Hiçbir Evlad Babasının Hakkını Ödeyemez

Hadisi şerifi nasıl anlamalıyız? Hadisi şeriften çıkarmamız gereken dersler...

Ebû Hüreyre radıyallahu anh’den rivayet edildiğine göre Resûlullah sallallahu aleyhi ve sellem şöyle buyurdu:

“Hiçbir evlâd babasının hakkını ödeyemez. Şayet onu köle olarak bulur ve satın alıp âzâd ederse, babalık hakkını ödemiş olur.”

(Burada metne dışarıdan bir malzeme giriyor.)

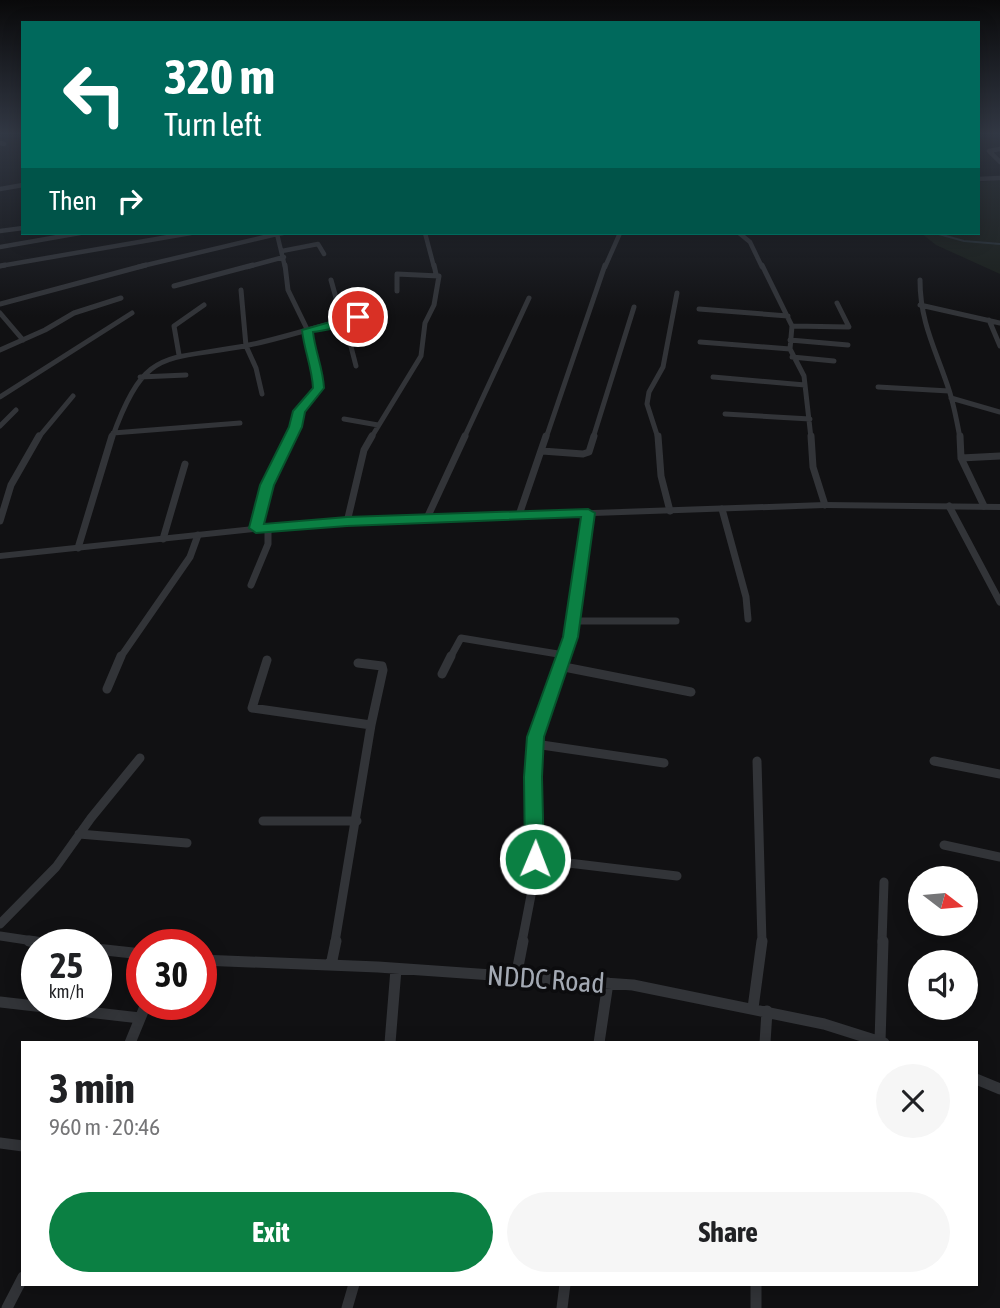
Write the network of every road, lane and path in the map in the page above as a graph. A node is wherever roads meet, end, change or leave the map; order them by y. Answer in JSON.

Müslim, İtk 25. Ayrıca bk. Ebû Dâvûd, Edeb 120; Tirmizî, Birr 8; İbni Mâce, Edeb 1

  • Hadisi Nasıl Anlamalıyız?

Hadîs-i şerîf baba hakkının büyüklüğünü ve bu hakkı ödemenin hemen hemen mümkün olmadığını ifade etmektedir. Peygamber Efendimiz bu hakkın önemini, hayatta kolay meydana gelmeyecek bir olaya bağlayarak anlatmaktadır. Nasıl ki bir insanın köle edilen babasını arayıp bulması ve onu sahibinden satın alıp hürriyetine kavuşturması pek duyulmadık bir olay ise, babasının yaptığı iyilik ve fedakârlıkları bir evlâdın ödemesi de aynı derecede zordur.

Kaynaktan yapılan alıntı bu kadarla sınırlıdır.